Uscirà venerdì 23 ottobre il terzo album in studio di Rocco Hunt: si intitola Signor Hunt, contiene sedici brani e numerose collaborazioni importanti (Clementino, J-Ax, Gue’ Pequeno, Neffa, Mario Biondi, Enzo Avitabile e Chiara). “Non manca nulla, mi sento appagato a pieno – dice il giovane rapper a Blogo – E’ un album che raccoglie molte sfaccettature della mia persona e del mio modo di fare musica. E queste sono rappresentate nella copertina dell’album: c’è il Rocco romantico, il Rocco che pensa al futuro… tutte le varie facce unite dal mio modo di fare musica”.

Il titolo, Signor Hunt, ha due chiavi di lettura…

“Il titolo ha due interpretazioni.

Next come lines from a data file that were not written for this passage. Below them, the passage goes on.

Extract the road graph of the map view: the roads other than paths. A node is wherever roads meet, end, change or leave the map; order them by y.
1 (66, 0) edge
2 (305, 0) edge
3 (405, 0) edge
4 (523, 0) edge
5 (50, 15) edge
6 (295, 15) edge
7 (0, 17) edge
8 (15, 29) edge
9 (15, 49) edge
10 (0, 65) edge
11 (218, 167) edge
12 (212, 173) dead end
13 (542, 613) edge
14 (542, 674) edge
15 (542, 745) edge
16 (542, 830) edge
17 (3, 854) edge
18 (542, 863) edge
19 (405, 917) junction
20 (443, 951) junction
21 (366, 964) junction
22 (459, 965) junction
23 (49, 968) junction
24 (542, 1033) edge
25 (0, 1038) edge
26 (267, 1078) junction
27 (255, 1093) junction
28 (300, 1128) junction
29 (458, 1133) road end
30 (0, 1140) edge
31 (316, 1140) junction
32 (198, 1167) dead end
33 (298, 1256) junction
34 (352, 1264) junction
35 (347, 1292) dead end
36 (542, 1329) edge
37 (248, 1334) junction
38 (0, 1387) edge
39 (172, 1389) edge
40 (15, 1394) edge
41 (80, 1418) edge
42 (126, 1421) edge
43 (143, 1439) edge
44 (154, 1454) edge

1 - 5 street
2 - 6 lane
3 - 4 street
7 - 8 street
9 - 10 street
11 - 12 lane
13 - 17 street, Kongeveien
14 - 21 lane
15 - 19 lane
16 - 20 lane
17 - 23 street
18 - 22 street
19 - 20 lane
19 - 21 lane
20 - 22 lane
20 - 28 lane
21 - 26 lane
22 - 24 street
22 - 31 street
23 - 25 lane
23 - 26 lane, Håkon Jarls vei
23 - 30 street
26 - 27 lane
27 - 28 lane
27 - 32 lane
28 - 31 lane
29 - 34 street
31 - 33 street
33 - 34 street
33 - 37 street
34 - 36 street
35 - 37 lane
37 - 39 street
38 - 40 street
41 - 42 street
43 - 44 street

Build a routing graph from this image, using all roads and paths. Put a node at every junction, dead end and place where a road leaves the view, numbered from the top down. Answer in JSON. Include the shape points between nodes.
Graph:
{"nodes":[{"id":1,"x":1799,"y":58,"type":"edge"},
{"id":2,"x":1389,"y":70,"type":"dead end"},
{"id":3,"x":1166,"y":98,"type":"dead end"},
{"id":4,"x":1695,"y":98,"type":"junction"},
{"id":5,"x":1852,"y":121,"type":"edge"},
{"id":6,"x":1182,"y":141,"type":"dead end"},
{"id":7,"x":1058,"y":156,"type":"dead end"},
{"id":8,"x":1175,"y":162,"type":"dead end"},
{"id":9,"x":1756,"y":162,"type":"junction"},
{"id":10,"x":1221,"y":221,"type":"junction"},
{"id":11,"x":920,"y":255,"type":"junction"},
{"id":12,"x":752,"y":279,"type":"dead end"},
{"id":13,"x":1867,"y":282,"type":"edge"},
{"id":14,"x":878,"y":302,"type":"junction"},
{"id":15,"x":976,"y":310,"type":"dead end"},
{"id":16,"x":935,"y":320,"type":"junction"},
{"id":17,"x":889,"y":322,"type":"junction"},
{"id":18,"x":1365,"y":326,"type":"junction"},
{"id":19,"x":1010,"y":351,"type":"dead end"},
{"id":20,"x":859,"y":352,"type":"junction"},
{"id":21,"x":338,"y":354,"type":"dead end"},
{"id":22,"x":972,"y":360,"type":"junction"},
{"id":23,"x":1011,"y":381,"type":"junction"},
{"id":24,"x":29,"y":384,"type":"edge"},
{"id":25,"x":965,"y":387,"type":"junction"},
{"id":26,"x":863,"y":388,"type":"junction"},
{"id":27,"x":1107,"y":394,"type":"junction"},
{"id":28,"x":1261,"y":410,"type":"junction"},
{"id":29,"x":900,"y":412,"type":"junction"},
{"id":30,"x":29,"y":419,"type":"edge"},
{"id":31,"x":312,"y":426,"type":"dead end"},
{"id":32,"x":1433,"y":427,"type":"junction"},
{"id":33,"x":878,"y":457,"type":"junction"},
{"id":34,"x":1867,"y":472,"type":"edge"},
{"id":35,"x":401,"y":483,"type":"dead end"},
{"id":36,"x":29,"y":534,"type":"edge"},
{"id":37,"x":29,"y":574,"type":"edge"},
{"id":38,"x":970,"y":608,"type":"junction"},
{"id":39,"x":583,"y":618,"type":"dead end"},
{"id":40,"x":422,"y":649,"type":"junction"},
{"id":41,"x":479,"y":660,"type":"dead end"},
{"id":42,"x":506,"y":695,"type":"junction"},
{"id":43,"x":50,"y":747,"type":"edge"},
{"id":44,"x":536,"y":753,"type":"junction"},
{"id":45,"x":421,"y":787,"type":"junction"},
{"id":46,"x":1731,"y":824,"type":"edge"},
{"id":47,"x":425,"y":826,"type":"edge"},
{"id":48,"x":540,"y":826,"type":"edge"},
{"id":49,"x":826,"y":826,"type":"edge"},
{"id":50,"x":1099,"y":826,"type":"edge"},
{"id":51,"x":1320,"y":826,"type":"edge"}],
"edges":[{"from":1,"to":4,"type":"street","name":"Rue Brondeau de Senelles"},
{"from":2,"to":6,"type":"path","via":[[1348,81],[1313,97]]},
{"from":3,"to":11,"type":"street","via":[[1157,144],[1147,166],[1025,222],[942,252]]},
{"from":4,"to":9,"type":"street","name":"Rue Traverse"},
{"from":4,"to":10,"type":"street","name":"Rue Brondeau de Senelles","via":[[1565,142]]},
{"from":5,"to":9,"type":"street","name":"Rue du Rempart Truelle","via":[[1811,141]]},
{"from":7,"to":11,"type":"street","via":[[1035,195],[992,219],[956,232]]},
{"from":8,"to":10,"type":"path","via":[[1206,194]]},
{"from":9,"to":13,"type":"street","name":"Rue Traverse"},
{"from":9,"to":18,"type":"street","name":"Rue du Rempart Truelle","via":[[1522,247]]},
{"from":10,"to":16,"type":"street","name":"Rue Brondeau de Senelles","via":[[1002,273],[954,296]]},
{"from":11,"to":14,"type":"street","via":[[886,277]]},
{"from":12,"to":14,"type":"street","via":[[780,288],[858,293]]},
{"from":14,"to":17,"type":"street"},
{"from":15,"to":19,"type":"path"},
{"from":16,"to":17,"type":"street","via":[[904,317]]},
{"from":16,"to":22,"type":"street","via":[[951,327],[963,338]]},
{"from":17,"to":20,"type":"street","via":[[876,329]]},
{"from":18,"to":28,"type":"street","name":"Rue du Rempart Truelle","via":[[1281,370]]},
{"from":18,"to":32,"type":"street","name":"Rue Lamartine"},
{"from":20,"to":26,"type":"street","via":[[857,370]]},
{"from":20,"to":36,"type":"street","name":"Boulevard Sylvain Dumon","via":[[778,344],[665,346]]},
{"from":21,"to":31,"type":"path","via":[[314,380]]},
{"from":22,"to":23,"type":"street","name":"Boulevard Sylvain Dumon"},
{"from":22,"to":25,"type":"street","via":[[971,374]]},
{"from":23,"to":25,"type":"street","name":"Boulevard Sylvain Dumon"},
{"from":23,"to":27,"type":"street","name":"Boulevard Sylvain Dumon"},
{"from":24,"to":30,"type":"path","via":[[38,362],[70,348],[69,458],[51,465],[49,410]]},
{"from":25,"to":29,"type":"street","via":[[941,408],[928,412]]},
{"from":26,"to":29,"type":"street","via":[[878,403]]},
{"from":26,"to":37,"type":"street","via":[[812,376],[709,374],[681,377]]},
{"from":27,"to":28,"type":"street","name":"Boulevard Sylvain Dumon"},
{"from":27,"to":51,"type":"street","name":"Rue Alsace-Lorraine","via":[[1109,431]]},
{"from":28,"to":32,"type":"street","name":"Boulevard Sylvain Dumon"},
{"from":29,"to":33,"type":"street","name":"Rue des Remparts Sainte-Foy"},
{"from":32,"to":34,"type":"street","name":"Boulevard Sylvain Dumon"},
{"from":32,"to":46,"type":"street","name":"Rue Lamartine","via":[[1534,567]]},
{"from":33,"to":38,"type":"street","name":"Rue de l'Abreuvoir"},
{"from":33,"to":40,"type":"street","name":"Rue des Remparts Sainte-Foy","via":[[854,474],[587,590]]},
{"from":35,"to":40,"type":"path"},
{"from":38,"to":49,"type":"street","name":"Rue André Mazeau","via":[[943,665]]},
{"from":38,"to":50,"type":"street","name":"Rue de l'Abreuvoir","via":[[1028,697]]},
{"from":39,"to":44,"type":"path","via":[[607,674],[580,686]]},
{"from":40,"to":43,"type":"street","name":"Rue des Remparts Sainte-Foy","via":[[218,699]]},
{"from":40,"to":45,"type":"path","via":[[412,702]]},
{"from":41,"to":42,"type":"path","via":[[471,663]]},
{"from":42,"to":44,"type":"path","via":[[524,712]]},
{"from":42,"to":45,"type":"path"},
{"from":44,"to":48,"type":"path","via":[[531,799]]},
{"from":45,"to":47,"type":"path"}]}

Può essere letto come Signor Hunt, la chiave di lettura più basilare e scontata. Oppure Sì ‘Gnurant, in dialetto. E’ un titolo ironico che vuole giocare sull’italiano medio. Quando una persona si sente arrivata o imborghesita, deve pensare che dentro rimane un ignurant”.

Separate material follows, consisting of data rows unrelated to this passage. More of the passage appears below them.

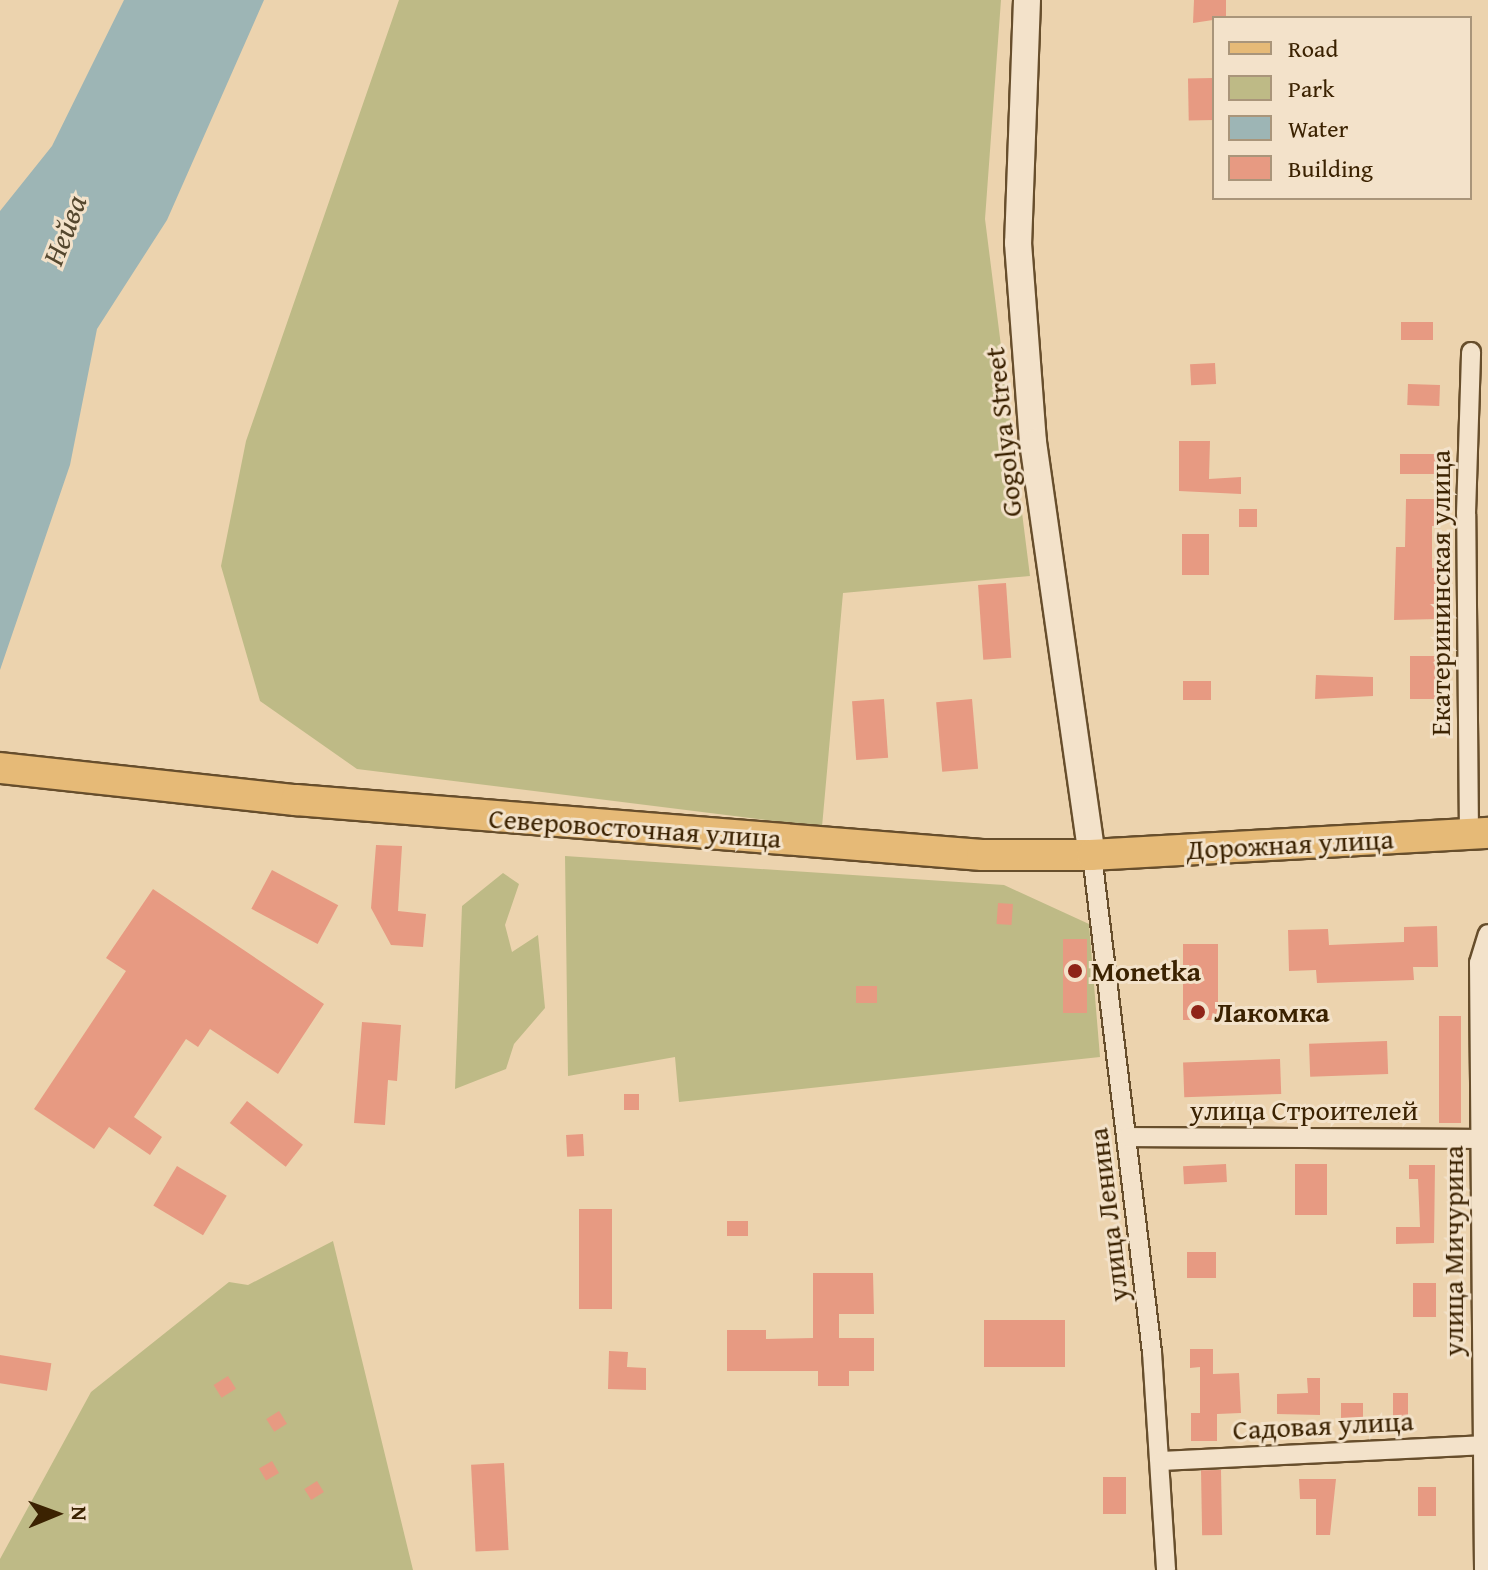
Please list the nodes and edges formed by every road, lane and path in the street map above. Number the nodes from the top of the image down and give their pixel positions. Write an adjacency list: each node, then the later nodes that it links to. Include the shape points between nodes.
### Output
1 (1027, 0): 5 (street, Gogolya Street, via 1018,243 1033,442)
2 (1471, 352): 4 (street, Екатерининская улица, via 1466,514)
3 (0, 768): 5 (main road, Северовосточная улица, via 178,790 982,855)
4 (1478, 834): 5 (main road, Дорожная улица)
5 (1092, 855): 7 (street, улица Ленина)
6 (1488, 934): 8 (street, улица Мичурина, via 1479,963)
7 (1127, 1137): 8 (street, улица Строителей); 10 (street, улица Ленина)
8 (1480, 1139): 9 (street, улица Мичурина)
9 (1485, 1445): 10 (street, Садовая улица); 12 (street, улица Мичурина)
10 (1160, 1461): 11 (street, улица Ленина)
11 (1166, 1570)
12 (1484, 1570)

La title track nasce da una collaborazione con Maccio Capatonda. 

“Sono andato al cinema a vedere il suo film, L’italiano medio. E mi sono ispirato proprio a quello per Signor Hunt, è uno spaccato reale dell’italiano. Mi sono sentito ispirato: ho iniziato a scrivere il testo, l’ho registrato e proposto a Maccio. Gli è piaciuto subito”.

La denuncia sociale è ricorrente nei tuoi brani.

“L’attualità è una delle priorità della mia musica. Il rap nasce dal disagio, lo racconta. Le mie ‘denunce’ non sono mai distruttive, ma costruttiva e basate sulla positività. Insomma, è una denuncia che si fa ascoltare, è orecchiabile. Non è un rap che ti urla in faccia i problemi con cattiveria”.

Il sorriso e la spensieratezza sono fra le tue caratteristiche principali.

“Già siamo pieni di problemi, non posso permettermi di essere pesante pure io”.

Quali sono gli altri temi trattati in questo album?

“C’è un brano, Eco del mare, che parla di immigrazione: parla di persone che lasciano la propria terra, lasciano la guerra e la distruzione, per andare in un altro posto dove cercano la propria felicità. E’ un tema di grande attualità, gli esponenti politici voglio addirittura l’intervento delle ruspe. Io voglio ricordare che siamo stati i primi ad esportare la criminalità nel mondo, non possiamo dire agli altri di starnese a casa propria”.

In Nu Juorno Buono cantavi: “Il mio accento si deve sentire”. Si sentirà anche in questo album?

“Gli album precedenti erano composti da metà canzoni in dialetto e metà in italiano. La differenza di questo album sta nel booklet, nel libricino allegato al disco, dove sono contenuti i testi tradotti. E’ un passo per far capire qualcosa in più anche a chi non capisco il mio dialetto. Ma voglio precisare che Signor Hunt è un album che si può ascoltare e capire in tutta Italia (ride, ndr)”.

Il dialetto è limitante?

“Il dialetto è un’arma a doppio taglio: da un lato ti limita, dall’altro ti dà ancora più spessore e credibilità per chi lo capisce. Mai esagerare con il dialetto ma mai abbandonarlo”.

L’album è ricco di collaborazioni sia con artisti provenienti dal mondo hip-hop che artisti che potrebbero averci poco a che fare.

“Chiara e Mario Biondi sono gli artisti più distanti dal mondo del rap. Il pezzo con Mario Biondi è puramente rap, lui ha fatto il Barry White italiano. I rapper americani campionano i brani con i cantanti jazz e provenienti dalla musica black. Noi in Italia non l’abbiamo mai fatto, perché? Perché non abbiamo mai ‘approfittato’ di talenti come Mario Biondi che potremmo definire ‘nero a metà’?”.

E il brano con Chiara?

“E’ venuto fuori un pezzo soul, la sua voce introspettiva si è prestata alla grande per un pezzo che parla di donne”.

Queste collaborazioni aiutano a rendere il rap più pop?

“Io sono uno dei pochi rapper che scrive i ritornelli, non ho bisogno di cantanti pop per poppizzare i miei brani, lo sono già. I miei brani sono canticchiabili, potrei anche fare a meno dei featuring. Io cerco di collaborare per stare bene, per crescere e capire come lavorano altri professionisti”.

Hai parlato di “saturazione del rap”. A cosa ti riferivi?

“(ride, ndr) Sono stato frainteso. Io sono felice che il rap sia arrivato ovunque. Ma, in mezzo a tutto questo ambaradan, rischiamo di non capire quali sono i veri rapper e rischiamo di far confusione fra rap e pop. Insomma, c’è il rischio di far saturare il genere. Non è un attacco ma una semplice riflessione”.

Hai un brano pronto da presentare a Sanremo?

“Attualmente siamo impegnatissimo con l’album, stiamo pensando solo a quello. Il palco di Sanremo mi ha regalato tante emozioni. Mi presenterò quando avrò un pezzo forte”.